Source material below:

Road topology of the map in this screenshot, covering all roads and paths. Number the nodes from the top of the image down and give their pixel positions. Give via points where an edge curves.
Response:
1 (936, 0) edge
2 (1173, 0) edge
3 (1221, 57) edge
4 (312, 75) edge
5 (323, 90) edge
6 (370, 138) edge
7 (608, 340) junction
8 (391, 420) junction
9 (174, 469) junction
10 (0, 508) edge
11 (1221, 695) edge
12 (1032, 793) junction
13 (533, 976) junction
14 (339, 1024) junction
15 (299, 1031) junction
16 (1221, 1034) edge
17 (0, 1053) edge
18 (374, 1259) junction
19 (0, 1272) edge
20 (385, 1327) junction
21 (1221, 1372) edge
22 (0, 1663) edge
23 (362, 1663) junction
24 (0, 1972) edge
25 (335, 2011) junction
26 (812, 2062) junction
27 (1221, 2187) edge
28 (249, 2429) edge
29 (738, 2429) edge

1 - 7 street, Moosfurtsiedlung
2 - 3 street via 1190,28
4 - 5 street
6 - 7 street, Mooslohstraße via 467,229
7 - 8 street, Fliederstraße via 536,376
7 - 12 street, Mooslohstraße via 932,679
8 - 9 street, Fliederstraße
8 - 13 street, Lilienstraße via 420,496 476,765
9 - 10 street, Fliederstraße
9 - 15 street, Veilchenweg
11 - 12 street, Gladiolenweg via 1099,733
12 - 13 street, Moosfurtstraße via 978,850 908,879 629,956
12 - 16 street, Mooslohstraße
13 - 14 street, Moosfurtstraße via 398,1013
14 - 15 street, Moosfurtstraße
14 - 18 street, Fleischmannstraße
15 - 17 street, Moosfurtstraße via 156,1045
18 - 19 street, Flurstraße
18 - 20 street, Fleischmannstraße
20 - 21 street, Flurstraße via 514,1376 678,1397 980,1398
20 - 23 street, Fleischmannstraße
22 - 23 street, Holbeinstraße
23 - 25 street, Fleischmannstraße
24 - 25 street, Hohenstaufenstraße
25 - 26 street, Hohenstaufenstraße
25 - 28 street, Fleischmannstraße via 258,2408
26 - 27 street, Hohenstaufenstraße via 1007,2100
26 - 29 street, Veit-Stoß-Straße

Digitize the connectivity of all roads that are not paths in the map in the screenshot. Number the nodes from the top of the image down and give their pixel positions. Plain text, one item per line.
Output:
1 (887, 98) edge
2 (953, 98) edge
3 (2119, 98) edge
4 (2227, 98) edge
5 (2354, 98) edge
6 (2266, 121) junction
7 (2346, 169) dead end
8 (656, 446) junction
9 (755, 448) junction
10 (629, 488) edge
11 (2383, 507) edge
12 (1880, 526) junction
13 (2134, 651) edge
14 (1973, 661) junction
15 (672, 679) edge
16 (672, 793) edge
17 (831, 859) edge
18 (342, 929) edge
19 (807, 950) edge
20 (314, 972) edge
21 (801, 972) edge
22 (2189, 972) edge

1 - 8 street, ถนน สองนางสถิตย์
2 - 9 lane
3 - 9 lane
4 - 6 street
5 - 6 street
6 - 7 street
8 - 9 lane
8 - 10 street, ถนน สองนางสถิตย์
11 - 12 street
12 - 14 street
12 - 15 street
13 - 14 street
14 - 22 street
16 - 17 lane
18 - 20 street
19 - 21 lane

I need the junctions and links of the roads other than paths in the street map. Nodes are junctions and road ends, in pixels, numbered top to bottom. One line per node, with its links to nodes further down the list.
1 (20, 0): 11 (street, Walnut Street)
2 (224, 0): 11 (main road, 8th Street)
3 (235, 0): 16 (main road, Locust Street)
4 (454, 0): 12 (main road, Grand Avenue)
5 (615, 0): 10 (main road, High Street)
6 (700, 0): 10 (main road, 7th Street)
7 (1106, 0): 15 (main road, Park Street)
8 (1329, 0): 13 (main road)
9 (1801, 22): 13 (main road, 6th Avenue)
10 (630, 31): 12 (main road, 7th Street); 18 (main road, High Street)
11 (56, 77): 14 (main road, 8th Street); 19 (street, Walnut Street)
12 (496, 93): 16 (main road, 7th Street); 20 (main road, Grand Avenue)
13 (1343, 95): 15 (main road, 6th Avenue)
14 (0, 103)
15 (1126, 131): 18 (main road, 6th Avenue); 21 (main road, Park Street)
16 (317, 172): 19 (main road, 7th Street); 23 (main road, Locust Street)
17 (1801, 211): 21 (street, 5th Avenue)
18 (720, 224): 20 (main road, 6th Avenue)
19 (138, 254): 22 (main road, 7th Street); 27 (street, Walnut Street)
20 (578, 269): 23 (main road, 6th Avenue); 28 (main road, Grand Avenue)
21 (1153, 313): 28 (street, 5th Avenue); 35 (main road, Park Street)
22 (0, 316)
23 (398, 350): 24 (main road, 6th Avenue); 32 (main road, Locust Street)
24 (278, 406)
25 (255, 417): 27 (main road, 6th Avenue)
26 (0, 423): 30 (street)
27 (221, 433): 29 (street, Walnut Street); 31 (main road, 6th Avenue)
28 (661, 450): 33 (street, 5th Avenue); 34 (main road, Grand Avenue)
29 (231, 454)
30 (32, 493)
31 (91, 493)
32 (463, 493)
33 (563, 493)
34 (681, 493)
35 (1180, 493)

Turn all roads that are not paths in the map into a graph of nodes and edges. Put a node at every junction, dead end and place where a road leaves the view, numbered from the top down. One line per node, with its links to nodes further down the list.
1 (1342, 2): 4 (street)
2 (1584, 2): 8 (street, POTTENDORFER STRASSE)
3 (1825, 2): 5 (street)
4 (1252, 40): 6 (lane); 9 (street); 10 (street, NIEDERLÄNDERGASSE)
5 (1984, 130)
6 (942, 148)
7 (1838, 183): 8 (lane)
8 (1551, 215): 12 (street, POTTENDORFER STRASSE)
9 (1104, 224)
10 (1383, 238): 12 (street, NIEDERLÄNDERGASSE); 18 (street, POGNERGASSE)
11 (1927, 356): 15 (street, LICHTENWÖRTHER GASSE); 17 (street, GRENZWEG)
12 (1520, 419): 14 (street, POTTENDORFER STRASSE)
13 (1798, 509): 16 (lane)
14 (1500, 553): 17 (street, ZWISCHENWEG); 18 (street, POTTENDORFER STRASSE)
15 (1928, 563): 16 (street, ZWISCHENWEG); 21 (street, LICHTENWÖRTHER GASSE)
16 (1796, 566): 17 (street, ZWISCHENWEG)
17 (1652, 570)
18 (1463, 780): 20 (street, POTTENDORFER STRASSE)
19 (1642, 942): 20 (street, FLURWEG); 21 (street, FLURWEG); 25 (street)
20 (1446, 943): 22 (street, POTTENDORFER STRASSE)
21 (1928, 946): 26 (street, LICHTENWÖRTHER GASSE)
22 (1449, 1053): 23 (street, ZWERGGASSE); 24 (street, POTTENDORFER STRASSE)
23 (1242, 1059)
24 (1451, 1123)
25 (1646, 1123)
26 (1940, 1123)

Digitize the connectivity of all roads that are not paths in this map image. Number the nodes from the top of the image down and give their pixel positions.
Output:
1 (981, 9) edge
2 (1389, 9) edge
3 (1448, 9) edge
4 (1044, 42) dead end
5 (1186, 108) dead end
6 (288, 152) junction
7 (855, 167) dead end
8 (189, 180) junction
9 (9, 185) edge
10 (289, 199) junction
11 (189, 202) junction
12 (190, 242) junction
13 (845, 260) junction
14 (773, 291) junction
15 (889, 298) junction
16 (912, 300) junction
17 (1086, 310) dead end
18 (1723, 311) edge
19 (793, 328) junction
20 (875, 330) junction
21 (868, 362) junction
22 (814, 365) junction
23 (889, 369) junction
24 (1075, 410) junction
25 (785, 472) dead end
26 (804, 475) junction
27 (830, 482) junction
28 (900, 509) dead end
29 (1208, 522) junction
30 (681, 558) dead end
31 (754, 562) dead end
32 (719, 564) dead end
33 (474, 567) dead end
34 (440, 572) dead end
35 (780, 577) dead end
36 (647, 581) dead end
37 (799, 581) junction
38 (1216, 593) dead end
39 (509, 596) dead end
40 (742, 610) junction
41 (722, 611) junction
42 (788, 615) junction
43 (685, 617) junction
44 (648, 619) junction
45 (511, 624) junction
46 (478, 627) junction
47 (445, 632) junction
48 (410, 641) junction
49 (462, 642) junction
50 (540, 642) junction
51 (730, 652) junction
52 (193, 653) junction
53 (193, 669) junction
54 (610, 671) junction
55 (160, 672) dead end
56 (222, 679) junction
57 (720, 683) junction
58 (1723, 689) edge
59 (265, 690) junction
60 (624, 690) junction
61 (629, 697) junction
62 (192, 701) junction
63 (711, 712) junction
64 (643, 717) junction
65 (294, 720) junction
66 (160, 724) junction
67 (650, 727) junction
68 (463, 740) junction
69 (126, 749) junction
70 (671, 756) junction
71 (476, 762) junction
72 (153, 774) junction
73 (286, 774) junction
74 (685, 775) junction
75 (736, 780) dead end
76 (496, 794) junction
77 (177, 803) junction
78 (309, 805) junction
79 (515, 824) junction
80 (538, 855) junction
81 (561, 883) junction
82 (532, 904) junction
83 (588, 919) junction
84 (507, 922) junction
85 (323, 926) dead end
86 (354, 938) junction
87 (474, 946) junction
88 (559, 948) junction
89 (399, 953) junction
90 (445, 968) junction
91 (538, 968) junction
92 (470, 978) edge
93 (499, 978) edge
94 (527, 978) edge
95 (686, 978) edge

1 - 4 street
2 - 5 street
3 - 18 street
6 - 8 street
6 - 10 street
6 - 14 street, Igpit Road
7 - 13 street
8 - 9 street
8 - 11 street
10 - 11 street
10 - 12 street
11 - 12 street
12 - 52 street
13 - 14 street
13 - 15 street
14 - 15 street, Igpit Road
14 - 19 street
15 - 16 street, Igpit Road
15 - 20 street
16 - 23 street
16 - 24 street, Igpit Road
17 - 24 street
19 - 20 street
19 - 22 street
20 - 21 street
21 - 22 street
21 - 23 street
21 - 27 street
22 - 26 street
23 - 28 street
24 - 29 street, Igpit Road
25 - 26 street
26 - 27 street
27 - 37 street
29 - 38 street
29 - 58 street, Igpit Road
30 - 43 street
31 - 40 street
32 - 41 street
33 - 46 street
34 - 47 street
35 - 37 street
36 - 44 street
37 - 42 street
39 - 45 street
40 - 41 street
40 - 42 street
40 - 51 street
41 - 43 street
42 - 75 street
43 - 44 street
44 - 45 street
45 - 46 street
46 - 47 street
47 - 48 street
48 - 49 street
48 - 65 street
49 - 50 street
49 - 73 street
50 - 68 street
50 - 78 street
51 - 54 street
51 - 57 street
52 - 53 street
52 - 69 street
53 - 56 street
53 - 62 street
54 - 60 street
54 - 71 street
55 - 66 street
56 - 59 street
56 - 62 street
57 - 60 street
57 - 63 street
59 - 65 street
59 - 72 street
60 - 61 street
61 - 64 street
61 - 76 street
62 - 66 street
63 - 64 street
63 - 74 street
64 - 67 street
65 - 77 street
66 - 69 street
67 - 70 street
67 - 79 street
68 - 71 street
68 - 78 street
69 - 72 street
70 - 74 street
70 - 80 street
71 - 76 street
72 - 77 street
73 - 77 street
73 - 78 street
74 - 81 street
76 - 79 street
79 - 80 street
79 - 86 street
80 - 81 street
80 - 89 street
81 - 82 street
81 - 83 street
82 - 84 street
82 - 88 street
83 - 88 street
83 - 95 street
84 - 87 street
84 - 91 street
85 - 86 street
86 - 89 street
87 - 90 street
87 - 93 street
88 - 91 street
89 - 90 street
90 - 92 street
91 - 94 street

End of Source material.

## What this task involves
A bare number is the whole answer: how many lines in the listing hold the string "LICHTENWÖRTHER".

## Output of the task
3